La deuxième raison pour laquelle la planification doit être l’affaire de l’État, c’est que le recours à l’entrepreneuriat pour la production n’est efficace qu’en situation de concurrence. Si c’est une entité entrepreneuriale qui intervient à la planification globale de la production, toute l’information à laquelle elle accède lui confère un avantage injustifié face à tous ses concurrents. Elle est aussi confrontée à la tentation, pour améliorer encore sa propre position concurrentielle, de ne PAS transmettre toute l’information à tous, de la transmettre sous une forme qui en décourage l’utilisation ou même de fausser les renseignements !
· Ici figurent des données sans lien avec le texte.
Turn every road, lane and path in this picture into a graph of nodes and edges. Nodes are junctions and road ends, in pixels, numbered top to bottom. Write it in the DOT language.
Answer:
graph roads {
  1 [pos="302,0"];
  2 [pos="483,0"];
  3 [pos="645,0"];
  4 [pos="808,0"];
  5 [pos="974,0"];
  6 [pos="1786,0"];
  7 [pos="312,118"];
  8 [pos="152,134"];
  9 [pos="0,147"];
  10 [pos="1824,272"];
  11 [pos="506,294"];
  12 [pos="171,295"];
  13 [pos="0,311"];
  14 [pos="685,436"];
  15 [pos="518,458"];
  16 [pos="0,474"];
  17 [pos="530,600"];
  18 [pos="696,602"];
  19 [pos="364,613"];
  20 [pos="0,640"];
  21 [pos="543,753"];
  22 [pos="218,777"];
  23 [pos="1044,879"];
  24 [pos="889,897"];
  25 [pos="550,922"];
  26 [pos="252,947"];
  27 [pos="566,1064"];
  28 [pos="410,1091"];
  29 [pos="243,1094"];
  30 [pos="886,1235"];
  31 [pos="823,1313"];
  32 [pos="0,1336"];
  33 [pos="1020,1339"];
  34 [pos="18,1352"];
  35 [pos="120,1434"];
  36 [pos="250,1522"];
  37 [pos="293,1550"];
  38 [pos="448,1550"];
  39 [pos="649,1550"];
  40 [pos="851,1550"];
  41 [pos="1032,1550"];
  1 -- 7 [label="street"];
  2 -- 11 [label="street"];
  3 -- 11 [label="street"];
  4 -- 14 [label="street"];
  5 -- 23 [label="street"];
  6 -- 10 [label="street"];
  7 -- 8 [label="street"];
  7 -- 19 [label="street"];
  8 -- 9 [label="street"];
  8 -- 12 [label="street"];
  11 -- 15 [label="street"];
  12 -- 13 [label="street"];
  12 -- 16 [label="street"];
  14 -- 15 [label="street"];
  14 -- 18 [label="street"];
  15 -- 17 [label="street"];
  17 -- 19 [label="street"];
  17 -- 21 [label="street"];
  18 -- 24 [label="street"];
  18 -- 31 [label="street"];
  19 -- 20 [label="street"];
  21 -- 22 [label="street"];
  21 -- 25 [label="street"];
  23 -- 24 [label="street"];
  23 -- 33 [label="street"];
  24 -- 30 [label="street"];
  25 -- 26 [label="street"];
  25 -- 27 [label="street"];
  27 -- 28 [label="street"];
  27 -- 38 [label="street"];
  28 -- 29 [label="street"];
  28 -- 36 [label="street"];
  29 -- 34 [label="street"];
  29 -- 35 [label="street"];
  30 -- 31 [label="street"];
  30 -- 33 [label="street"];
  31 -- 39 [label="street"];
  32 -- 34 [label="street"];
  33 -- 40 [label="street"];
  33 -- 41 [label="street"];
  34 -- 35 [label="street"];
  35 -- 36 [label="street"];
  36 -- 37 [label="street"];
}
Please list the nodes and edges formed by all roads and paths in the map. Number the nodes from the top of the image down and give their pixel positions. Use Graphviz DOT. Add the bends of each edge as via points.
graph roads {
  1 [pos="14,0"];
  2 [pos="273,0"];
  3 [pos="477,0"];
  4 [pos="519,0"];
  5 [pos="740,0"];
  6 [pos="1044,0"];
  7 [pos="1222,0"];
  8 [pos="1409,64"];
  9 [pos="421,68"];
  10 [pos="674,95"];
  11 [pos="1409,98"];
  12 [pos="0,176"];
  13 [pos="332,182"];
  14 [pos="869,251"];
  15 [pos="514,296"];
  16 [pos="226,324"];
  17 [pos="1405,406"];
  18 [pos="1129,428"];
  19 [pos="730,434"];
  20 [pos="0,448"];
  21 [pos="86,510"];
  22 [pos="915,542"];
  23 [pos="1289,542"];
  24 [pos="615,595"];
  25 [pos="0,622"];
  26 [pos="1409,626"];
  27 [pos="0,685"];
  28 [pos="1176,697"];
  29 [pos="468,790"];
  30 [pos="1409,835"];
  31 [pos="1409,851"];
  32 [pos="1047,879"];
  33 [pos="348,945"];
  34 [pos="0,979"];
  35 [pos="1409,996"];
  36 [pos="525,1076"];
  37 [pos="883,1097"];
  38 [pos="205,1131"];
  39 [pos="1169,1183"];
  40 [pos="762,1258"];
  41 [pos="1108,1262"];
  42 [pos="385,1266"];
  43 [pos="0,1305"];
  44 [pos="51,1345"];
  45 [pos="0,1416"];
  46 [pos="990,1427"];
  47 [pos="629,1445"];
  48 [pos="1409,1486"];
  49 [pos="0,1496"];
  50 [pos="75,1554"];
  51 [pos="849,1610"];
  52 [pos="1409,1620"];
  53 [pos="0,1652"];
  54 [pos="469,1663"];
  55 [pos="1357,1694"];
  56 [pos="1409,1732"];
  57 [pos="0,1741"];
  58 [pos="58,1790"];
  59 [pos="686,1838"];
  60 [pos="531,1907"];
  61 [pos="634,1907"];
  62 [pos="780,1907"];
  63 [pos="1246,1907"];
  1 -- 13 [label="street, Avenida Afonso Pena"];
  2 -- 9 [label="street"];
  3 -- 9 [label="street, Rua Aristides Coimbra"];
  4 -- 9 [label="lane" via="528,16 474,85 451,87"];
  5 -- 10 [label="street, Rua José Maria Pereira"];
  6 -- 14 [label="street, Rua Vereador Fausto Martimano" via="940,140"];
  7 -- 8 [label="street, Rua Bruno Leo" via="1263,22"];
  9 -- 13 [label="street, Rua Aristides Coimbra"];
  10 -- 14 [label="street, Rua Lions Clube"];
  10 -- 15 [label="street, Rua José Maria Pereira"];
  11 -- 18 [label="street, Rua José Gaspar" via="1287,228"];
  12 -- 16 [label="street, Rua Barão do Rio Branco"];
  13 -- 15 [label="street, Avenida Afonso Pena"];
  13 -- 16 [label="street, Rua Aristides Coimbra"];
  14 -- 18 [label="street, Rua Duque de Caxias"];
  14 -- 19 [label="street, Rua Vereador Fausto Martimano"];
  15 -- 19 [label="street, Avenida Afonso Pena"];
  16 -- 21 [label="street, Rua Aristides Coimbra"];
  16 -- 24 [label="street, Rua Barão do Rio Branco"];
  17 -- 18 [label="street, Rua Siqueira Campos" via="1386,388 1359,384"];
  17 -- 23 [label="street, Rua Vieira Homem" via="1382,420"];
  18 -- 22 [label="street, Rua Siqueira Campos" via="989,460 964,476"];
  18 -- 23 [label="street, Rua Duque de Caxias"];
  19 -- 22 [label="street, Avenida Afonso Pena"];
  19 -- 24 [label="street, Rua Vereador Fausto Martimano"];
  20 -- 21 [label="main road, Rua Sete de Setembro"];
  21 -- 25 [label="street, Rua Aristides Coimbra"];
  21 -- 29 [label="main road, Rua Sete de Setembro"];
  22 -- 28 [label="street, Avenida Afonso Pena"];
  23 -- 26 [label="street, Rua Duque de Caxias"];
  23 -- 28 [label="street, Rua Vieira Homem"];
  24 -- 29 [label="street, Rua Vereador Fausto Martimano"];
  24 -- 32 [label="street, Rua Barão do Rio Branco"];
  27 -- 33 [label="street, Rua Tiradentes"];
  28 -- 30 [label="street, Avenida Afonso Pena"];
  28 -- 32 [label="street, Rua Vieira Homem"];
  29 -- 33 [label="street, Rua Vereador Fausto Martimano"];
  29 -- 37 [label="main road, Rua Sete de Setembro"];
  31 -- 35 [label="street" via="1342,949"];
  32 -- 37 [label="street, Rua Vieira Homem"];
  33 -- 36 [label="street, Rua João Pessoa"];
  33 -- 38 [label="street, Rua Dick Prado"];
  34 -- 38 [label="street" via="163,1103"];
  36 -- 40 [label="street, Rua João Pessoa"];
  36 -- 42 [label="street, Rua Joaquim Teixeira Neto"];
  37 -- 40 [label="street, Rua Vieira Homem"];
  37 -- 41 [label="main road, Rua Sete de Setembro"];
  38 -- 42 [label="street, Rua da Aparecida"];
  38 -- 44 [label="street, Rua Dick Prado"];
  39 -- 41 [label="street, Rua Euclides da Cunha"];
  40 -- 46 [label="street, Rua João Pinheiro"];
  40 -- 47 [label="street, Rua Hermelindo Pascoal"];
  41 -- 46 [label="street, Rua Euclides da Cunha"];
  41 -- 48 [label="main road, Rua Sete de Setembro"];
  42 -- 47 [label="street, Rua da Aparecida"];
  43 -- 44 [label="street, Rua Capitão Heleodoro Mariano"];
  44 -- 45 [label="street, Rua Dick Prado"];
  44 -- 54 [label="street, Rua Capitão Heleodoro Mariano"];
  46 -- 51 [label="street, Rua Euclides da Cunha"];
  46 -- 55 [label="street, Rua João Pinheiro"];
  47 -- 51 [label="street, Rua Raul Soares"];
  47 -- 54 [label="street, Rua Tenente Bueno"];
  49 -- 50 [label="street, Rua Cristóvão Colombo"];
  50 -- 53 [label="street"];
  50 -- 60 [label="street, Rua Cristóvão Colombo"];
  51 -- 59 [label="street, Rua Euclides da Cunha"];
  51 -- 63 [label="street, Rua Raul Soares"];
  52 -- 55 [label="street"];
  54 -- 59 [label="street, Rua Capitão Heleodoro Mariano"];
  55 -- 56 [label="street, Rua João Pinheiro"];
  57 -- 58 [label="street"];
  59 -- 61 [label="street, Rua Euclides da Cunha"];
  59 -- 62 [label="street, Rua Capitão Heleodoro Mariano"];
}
L’État ne se réserve pas la chasse gardée de la planification pour en exclure le secteur privé et il n’empêche personne de venir braconner dans le maquis de l’information publique. Il s’efforce seulement de ratisser le premier, d’en tirer tout ce qui peut servir et de le distribuer à tous, rendant donc ce braconnage inutile, sauf a qui aura découvert un nouveau gibier, auquel cas il est raisonnable que ce pionnier en ait le primeur, mais sans penser à s’en approprier l’exclusivité permanente.